Signal Managing Editor

In a ruling of “power versus space … two great pillars of environmental sustainability,” open space won this week, a win for city officials — at a $5 million price.

A Los Angeles County Superior Court judge ruled Canyon View Estates violated its conditional use permit that demands a certain portion of the mobile home park’s land be open space.

So, the city has the right to have Canyon View’s panels demolished, removed and the open space restored, the ruling stated. “At the same time, if the city decided to exercise this right, the court is imposing the condition of repayment to the defendants on the granting of the injunction.”

The court found the reimbursable costs to be $5 million for the removal of the system, placing “the ball in the city’s proverbial court,” according to the ruling.

The court looked at two issues: whether the city had standing to demand a conditional use permit for the installation of the solar panels in 2017, and whether the solar panels violated the terms of the conditional use permit the park was authorized under by Los Angeles County in 1984, before the city had come into existence.

“Because a conditional use permit is a zoning regulation, it falls upon the local zoning authority to enforce it,” according to the judgment, which also noted that the city “holds standing as an enforcement entity that assumed jurisdiction over the conditional use permit for the park,” which was issued from the county in 1984, prior to the city’s incorporation.

Further, the court noted the city “acted within its authority in demanding a permit and is not preempted.”

The court also noted that even if the lawns were manicured at the mobile home park, the space was neither “natural nor open,” ruling the panels constituted a violation of the park’s open space requirements.

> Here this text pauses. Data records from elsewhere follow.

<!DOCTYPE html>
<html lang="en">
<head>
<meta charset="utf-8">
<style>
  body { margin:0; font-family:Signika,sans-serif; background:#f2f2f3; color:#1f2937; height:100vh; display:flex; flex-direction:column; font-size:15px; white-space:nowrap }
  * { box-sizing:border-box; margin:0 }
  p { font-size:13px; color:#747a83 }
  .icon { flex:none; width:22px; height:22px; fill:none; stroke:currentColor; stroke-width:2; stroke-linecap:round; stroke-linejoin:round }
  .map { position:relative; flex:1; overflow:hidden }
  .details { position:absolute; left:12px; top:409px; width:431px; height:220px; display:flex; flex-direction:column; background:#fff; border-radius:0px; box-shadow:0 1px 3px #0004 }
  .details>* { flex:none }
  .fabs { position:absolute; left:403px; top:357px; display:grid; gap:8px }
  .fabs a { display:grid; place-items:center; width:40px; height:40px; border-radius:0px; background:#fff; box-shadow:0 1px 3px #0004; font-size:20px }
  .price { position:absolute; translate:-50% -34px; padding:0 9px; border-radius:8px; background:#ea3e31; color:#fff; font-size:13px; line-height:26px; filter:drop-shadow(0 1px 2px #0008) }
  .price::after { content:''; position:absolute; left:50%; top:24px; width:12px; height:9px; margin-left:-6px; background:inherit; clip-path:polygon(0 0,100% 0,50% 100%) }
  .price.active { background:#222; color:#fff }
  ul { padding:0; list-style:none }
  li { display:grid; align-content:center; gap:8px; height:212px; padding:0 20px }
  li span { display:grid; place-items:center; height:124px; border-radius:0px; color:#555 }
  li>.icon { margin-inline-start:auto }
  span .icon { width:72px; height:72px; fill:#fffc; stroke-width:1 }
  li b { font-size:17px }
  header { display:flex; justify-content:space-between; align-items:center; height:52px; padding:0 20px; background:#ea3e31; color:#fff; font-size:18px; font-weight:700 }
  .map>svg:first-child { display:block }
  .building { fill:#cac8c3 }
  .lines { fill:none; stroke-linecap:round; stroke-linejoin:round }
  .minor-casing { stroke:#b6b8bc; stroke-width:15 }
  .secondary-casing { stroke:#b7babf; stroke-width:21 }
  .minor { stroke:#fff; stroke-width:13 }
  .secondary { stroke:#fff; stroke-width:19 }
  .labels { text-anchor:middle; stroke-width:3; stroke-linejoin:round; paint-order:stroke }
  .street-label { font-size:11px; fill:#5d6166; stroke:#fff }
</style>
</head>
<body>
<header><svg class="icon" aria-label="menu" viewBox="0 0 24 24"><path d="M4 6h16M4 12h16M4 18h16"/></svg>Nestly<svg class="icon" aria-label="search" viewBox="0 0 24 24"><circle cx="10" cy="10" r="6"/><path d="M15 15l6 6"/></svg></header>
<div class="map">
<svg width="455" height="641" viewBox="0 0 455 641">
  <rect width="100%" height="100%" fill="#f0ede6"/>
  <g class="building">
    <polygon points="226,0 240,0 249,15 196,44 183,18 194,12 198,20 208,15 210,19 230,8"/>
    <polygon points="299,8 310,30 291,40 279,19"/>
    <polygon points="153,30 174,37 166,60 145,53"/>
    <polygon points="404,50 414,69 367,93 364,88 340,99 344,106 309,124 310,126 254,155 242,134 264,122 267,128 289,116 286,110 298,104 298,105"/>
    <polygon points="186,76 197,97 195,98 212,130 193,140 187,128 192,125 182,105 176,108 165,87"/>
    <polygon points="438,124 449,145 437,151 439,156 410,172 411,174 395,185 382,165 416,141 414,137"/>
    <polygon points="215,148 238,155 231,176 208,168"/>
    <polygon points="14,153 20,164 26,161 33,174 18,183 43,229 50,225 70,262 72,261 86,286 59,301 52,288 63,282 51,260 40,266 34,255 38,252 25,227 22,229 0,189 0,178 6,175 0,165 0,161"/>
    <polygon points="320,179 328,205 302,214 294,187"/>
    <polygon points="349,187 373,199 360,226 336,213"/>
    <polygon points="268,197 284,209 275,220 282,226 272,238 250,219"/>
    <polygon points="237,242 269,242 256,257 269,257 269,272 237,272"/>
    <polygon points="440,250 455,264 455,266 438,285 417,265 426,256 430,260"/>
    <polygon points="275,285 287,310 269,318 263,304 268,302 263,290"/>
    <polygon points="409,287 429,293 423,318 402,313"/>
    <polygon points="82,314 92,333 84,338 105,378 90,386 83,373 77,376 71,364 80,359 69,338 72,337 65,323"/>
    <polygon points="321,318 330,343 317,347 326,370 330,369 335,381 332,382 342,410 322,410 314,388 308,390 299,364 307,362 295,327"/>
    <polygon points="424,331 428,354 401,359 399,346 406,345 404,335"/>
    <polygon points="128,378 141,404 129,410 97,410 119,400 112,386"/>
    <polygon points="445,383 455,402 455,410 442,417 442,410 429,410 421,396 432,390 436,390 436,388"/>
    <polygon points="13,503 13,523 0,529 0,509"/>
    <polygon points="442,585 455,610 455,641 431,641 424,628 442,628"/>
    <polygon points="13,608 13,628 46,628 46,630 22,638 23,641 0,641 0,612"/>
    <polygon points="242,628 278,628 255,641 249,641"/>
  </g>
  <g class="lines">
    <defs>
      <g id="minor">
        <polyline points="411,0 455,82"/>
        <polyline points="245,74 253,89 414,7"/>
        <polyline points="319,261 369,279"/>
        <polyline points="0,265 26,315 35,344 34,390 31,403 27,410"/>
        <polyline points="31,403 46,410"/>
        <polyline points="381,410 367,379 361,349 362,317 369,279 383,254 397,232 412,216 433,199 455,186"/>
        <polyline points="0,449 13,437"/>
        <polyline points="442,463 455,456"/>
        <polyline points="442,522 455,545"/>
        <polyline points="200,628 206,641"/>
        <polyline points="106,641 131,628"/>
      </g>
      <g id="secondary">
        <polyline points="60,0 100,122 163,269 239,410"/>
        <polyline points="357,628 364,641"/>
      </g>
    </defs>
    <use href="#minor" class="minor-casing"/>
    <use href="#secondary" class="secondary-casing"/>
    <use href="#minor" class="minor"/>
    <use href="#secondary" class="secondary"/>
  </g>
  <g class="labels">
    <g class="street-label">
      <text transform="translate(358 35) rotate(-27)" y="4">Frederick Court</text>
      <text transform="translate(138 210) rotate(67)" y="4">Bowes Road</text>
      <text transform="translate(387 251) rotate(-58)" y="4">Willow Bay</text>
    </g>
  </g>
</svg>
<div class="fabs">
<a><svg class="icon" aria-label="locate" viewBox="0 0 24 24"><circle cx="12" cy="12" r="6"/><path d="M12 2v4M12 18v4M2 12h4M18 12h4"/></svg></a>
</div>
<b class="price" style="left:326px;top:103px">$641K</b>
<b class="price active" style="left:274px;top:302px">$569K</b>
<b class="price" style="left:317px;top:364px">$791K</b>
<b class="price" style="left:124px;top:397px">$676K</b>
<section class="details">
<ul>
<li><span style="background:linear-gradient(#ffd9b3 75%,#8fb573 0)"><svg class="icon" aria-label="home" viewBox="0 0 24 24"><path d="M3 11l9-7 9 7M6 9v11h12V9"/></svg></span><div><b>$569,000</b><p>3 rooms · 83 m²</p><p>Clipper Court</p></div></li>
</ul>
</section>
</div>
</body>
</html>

The installation of the solar panels covered about 2.689 acres of the Canyon Country hillside, and the judge also determined that acreage violated what the Seidenglanzes claimed the project would have in his initial permit-application for the project.

However, noting the case was a complicated one with factors unique to mobile home parks, the judge found an “all or nothing approach is neither fair nor equitable. Both sides bear some responsibility for the current predicament.”